● INSTRUCTIONS TO FOLLOW: Spot each line in the records below where the word "Canabarro" occurs, then copy it.

Collected data entries
******************************

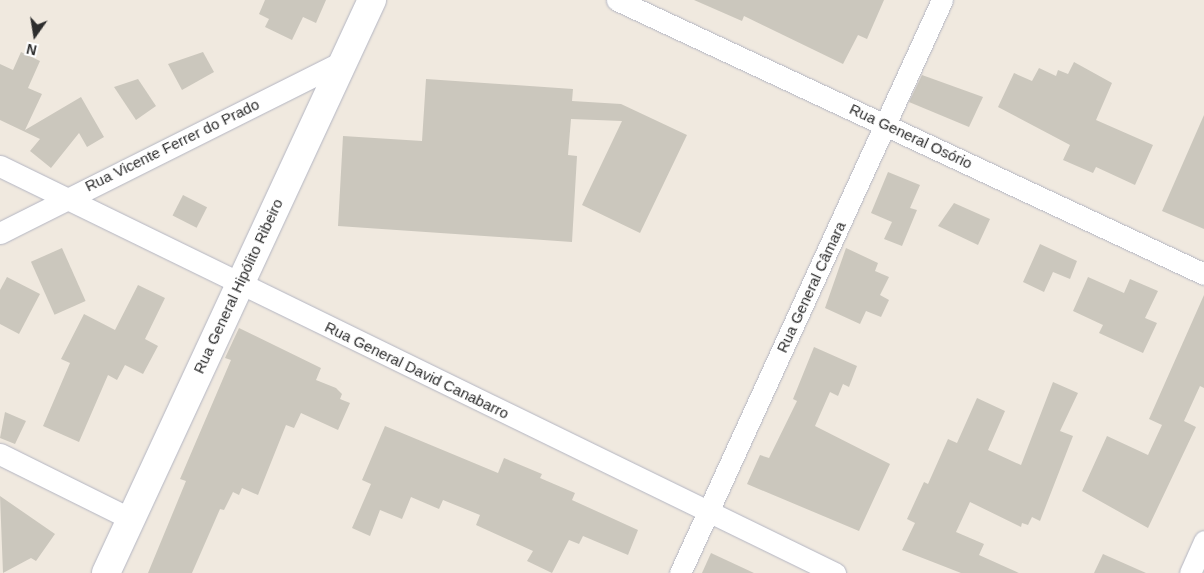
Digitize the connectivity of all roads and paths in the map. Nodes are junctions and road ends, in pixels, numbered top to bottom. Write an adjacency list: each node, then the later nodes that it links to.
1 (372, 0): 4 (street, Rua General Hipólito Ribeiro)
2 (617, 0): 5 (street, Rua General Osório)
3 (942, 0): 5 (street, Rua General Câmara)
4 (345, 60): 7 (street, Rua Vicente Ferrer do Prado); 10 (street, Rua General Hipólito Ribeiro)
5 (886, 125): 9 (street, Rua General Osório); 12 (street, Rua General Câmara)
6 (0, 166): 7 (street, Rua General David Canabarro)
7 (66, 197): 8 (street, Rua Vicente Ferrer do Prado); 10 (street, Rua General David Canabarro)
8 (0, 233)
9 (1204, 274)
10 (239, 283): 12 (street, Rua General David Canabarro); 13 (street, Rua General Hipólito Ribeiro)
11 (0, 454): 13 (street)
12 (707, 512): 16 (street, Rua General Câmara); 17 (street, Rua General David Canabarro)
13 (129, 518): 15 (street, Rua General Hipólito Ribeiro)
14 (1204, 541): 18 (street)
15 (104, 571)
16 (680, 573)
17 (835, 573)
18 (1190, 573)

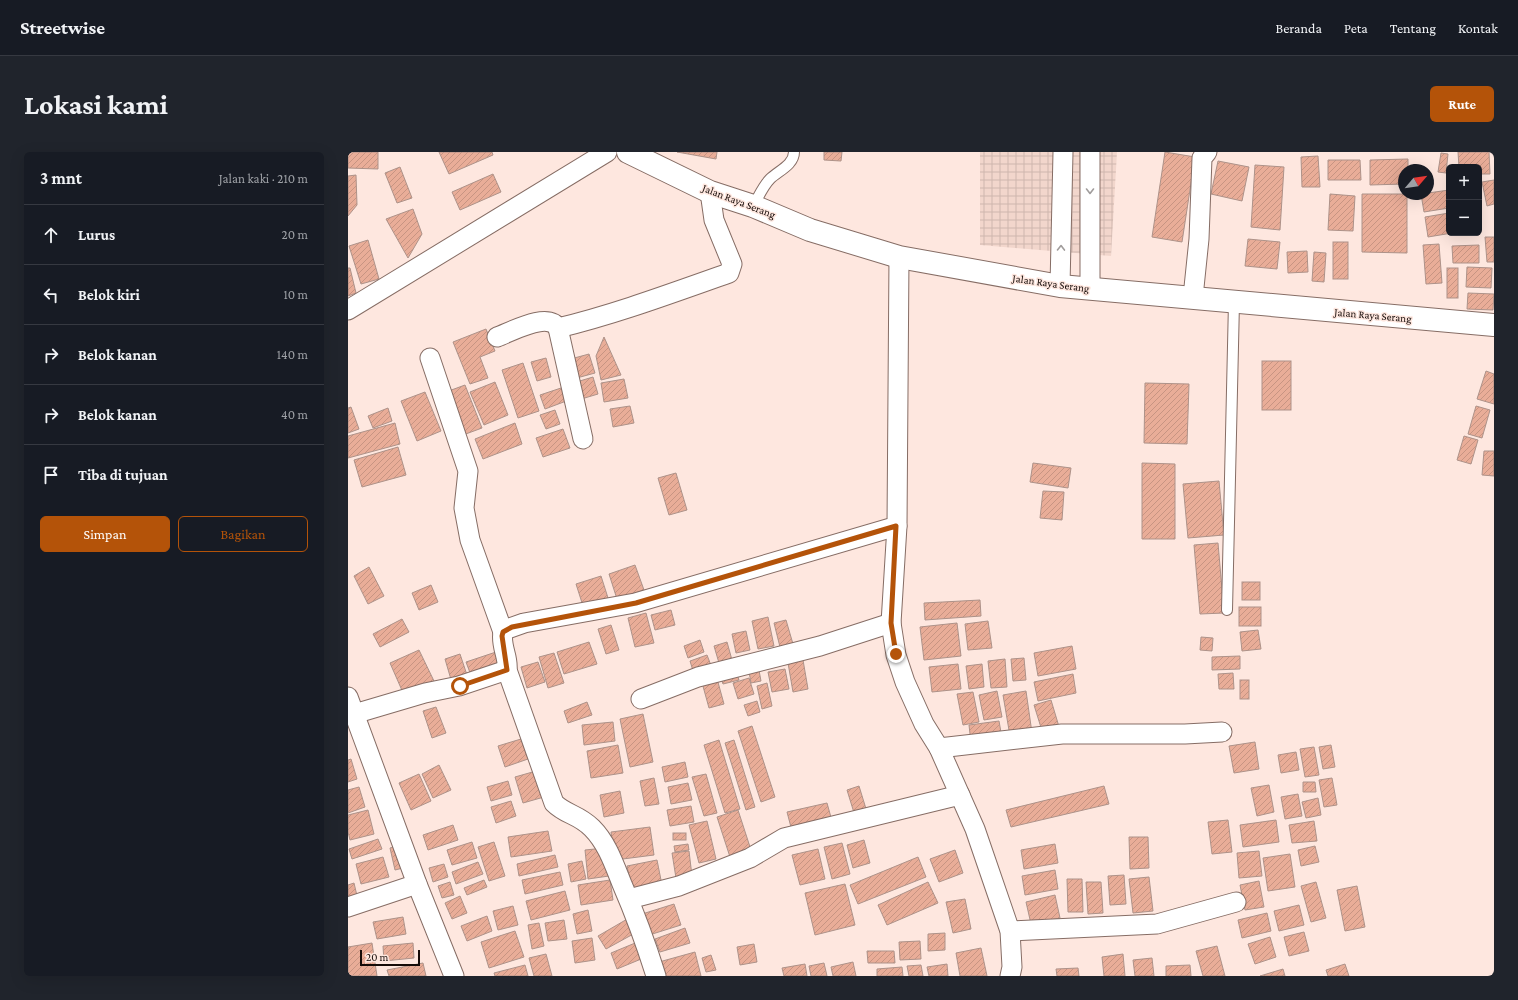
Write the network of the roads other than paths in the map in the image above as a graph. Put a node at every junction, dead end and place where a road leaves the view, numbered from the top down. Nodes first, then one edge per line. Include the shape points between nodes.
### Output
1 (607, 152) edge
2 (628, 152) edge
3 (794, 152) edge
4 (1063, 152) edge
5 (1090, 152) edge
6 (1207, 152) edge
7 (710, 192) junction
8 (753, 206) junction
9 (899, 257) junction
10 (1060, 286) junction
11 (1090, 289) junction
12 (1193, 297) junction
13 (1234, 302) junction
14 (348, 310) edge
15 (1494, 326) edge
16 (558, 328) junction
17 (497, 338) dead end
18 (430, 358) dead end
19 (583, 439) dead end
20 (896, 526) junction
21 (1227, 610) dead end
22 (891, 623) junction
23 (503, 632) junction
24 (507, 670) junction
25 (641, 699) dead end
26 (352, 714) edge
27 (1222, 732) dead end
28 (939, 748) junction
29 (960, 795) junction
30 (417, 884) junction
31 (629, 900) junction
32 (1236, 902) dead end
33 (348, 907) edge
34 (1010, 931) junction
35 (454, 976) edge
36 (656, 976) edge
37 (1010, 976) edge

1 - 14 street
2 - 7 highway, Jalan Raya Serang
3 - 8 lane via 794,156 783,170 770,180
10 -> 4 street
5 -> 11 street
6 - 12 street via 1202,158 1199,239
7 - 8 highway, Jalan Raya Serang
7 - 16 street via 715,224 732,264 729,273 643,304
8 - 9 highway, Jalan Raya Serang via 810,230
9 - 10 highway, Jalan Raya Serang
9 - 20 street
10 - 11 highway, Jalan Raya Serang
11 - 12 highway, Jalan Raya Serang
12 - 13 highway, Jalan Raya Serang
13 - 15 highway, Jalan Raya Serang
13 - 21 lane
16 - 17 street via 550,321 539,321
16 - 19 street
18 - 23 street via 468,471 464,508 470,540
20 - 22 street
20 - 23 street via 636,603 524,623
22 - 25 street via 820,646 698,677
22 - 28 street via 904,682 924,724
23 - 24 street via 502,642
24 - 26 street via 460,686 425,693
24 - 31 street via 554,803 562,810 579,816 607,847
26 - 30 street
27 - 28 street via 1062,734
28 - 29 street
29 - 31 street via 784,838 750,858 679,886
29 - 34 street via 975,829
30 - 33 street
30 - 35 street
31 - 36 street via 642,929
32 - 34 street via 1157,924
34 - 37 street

******************************

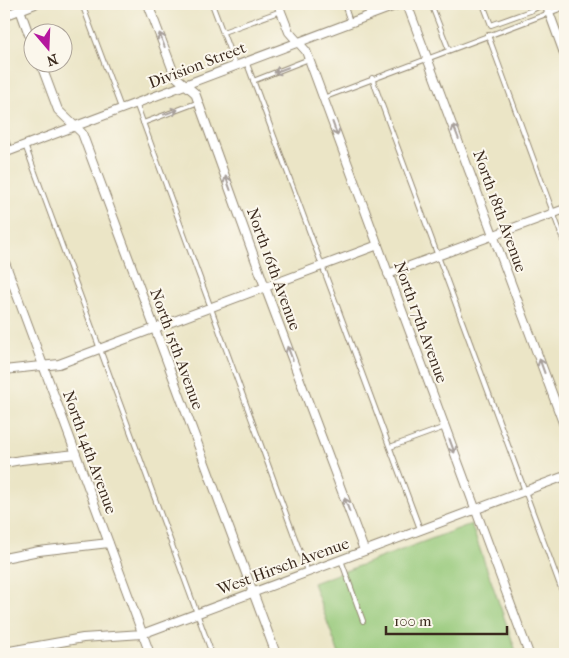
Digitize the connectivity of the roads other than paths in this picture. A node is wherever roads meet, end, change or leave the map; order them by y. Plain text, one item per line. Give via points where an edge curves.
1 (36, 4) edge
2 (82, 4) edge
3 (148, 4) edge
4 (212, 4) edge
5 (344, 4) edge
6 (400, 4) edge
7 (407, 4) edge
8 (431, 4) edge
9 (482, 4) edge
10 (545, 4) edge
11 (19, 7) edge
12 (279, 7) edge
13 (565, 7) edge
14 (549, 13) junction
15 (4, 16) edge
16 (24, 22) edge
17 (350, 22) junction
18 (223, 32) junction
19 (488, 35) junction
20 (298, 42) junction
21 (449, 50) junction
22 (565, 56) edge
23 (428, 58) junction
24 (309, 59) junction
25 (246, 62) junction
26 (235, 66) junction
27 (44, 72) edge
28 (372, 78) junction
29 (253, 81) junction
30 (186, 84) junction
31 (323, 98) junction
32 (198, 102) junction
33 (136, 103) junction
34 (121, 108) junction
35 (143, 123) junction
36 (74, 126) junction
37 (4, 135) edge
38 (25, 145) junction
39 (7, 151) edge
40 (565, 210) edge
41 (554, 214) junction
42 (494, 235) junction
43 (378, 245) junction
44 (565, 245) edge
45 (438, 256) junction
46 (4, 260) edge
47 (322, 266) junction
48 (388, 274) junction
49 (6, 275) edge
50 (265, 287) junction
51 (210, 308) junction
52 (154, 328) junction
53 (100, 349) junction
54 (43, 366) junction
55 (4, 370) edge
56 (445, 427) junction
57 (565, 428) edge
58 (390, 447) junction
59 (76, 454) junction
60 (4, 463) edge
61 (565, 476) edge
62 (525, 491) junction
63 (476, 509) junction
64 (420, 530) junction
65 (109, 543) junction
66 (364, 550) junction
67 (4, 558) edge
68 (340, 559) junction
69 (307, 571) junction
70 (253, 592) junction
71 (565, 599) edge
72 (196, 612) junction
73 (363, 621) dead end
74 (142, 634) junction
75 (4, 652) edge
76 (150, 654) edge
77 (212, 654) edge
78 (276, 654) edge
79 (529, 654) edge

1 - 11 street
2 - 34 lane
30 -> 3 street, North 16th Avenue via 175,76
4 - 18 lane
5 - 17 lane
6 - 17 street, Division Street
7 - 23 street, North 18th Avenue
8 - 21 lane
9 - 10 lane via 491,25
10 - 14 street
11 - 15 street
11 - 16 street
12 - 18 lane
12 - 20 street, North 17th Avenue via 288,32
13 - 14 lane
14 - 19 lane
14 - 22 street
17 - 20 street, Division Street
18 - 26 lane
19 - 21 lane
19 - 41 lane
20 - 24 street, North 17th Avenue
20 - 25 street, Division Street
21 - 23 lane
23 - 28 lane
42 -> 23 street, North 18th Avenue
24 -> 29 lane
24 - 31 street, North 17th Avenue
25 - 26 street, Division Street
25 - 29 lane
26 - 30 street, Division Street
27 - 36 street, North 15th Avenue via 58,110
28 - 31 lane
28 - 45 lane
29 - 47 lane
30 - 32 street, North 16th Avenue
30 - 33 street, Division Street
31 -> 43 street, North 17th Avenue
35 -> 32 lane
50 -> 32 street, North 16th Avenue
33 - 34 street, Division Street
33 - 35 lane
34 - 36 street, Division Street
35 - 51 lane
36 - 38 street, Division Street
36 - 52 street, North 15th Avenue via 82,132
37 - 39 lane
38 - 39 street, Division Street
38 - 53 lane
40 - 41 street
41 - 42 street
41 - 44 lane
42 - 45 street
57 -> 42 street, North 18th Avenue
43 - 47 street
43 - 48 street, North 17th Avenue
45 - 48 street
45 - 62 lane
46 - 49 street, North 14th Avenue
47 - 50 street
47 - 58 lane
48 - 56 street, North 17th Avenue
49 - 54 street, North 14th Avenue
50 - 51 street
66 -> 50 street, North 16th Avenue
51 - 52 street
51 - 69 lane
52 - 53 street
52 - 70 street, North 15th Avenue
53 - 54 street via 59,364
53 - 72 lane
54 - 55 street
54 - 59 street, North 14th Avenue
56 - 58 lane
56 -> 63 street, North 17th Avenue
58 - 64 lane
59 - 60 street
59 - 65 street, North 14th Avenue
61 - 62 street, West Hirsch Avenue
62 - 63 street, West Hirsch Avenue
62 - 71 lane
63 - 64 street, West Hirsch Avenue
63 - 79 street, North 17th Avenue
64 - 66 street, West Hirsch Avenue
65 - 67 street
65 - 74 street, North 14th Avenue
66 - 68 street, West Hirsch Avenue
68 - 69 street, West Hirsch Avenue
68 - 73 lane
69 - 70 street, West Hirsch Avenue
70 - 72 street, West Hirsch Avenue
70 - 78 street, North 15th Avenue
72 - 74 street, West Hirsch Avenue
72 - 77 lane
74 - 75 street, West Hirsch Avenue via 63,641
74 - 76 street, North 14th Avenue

******************************

● RESULT OF THIS EXERCISE:
6 (0, 166): 7 (street, Rua General David Canabarro)
7 (66, 197): 8 (street, Rua Vicente Ferrer do Prado); 10 (street, Rua General David Canabarro)
10 (239, 283): 12 (street, Rua General David Canabarro); 13 (street, Rua General Hipólito Ribeiro)
12 (707, 512): 16 (street, Rua General Câmara); 17 (street, Rua General David Canabarro)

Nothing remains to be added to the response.